▶ **GOAL OF THE EXERCISE**: A faithful transcription of all lines below is the expected answer.

■ ■ ■ ■ ■

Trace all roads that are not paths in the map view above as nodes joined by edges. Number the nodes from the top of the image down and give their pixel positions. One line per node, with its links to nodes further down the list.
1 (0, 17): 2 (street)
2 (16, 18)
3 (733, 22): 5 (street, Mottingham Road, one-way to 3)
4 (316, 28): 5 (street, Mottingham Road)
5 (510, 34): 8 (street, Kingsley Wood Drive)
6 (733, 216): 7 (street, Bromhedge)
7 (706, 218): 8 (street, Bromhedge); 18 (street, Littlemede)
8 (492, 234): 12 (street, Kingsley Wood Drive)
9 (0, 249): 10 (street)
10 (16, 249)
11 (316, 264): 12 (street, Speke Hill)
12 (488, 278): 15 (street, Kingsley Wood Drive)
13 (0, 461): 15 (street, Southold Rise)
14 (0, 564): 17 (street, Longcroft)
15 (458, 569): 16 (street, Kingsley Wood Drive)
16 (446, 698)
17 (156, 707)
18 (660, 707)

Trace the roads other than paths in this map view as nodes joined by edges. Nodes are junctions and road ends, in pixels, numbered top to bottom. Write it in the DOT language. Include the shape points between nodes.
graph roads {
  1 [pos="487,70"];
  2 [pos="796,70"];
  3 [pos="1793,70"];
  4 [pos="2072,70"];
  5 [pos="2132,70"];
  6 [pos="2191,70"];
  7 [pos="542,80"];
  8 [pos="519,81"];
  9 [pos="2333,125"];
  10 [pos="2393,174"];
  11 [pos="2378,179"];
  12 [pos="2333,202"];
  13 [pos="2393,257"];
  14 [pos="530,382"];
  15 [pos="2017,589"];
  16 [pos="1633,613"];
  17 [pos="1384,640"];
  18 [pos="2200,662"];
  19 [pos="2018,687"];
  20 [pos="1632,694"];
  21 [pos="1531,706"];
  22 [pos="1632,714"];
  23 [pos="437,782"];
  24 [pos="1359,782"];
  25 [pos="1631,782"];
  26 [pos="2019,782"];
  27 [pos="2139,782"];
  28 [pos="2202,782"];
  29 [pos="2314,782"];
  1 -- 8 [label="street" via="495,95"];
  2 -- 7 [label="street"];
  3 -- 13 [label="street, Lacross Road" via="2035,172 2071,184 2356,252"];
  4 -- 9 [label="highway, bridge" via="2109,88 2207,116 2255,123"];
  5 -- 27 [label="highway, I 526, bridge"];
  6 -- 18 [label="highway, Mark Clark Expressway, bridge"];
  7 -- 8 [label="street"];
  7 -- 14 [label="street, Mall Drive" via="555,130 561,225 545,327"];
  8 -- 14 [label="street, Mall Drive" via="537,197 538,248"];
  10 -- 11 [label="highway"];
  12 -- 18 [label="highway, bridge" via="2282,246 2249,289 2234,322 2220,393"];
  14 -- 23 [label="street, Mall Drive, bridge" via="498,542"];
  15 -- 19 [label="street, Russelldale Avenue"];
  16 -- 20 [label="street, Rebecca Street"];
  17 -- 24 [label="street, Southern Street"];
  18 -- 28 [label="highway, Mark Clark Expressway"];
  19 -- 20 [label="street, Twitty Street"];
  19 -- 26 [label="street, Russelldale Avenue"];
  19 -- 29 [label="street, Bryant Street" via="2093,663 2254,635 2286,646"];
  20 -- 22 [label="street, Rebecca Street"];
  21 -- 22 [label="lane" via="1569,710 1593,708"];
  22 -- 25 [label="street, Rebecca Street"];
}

■ ■ ■ ■ ■

▶ **REPLY TO THE EXERCISE**:
Trace all roads that are not paths in the map view above as nodes joined by edges. Number the nodes from the top of the image down and give their pixel positions. One line per node, with its links to nodes further down the list.
1 (0, 17): 2 (street)
2 (16, 18)
3 (733, 22): 5 (street, Mottingham Road, one-way to 3)
4 (316, 28): 5 (street, Mottingham Road)
5 (510, 34): 8 (street, Kingsley Wood Drive)
6 (733, 216): 7 (street, Bromhedge)
7 (706, 218): 8 (street, Bromhedge); 18 (street, Littlemede)
8 (492, 234): 12 (street, Kingsley Wood Drive)
9 (0, 249): 10 (street)
10 (16, 249)
11 (316, 264): 12 (street, Speke Hill)
12 (488, 278): 15 (street, Kingsley Wood Drive)
13 (0, 461): 15 (street, Southold Rise)
14 (0, 564): 17 (street, Longcroft)
15 (458, 569): 16 (street, Kingsley Wood Drive)
16 (446, 698)
17 (156, 707)
18 (660, 707)

Trace the roads other than paths in this map view as nodes joined by edges. Nodes are junctions and road ends, in pixels, numbered top to bottom. Write it in the DOT language. Include the shape points between nodes.
graph roads {
  1 [pos="487,70"];
  2 [pos="796,70"];
  3 [pos="1793,70"];
  4 [pos="2072,70"];
  5 [pos="2132,70"];
  6 [pos="2191,70"];
  7 [pos="542,80"];
  8 [pos="519,81"];
  9 [pos="2333,125"];
  10 [pos="2393,174"];
  11 [pos="2378,179"];
  12 [pos="2333,202"];
  13 [pos="2393,257"];
  14 [pos="530,382"];
  15 [pos="2017,589"];
  16 [pos="1633,613"];
  17 [pos="1384,640"];
  18 [pos="2200,662"];
  19 [pos="2018,687"];
  20 [pos="1632,694"];
  21 [pos="1531,706"];
  22 [pos="1632,714"];
  23 [pos="437,782"];
  24 [pos="1359,782"];
  25 [pos="1631,782"];
  26 [pos="2019,782"];
  27 [pos="2139,782"];
  28 [pos="2202,782"];
  29 [pos="2314,782"];
  1 -- 8 [label="street" via="495,95"];
  2 -- 7 [label="street"];
  3 -- 13 [label="street, Lacross Road" via="2035,172 2071,184 2356,252"];
  4 -- 9 [label="highway, bridge" via="2109,88 2207,116 2255,123"];
  5 -- 27 [label="highway, I 526, bridge"];
  6 -- 18 [label="highway, Mark Clark Expressway, bridge"];
  7 -- 8 [label="street"];
  7 -- 14 [label="street, Mall Drive" via="555,130 561,225 545,327"];
  8 -- 14 [label="street, Mall Drive" via="537,197 538,248"];
  10 -- 11 [label="highway"];
  12 -- 18 [label="highway, bridge" via="2282,246 2249,289 2234,322 2220,393"];
  14 -- 23 [label="street, Mall Drive, bridge" via="498,542"];
  15 -- 19 [label="street, Russelldale Avenue"];
  16 -- 20 [label="street, Rebecca Street"];
  17 -- 24 [label="street, Southern Street"];
  18 -- 28 [label="highway, Mark Clark Expressway"];
  19 -- 20 [label="street, Twitty Street"];
  19 -- 26 [label="street, Russelldale Avenue"];
  19 -- 29 [label="street, Bryant Street" via="2093,663 2254,635 2286,646"];
  20 -- 22 [label="street, Rebecca Street"];
  21 -- 22 [label="lane" via="1569,710 1593,708"];
  22 -- 25 [label="street, Rebecca Street"];
}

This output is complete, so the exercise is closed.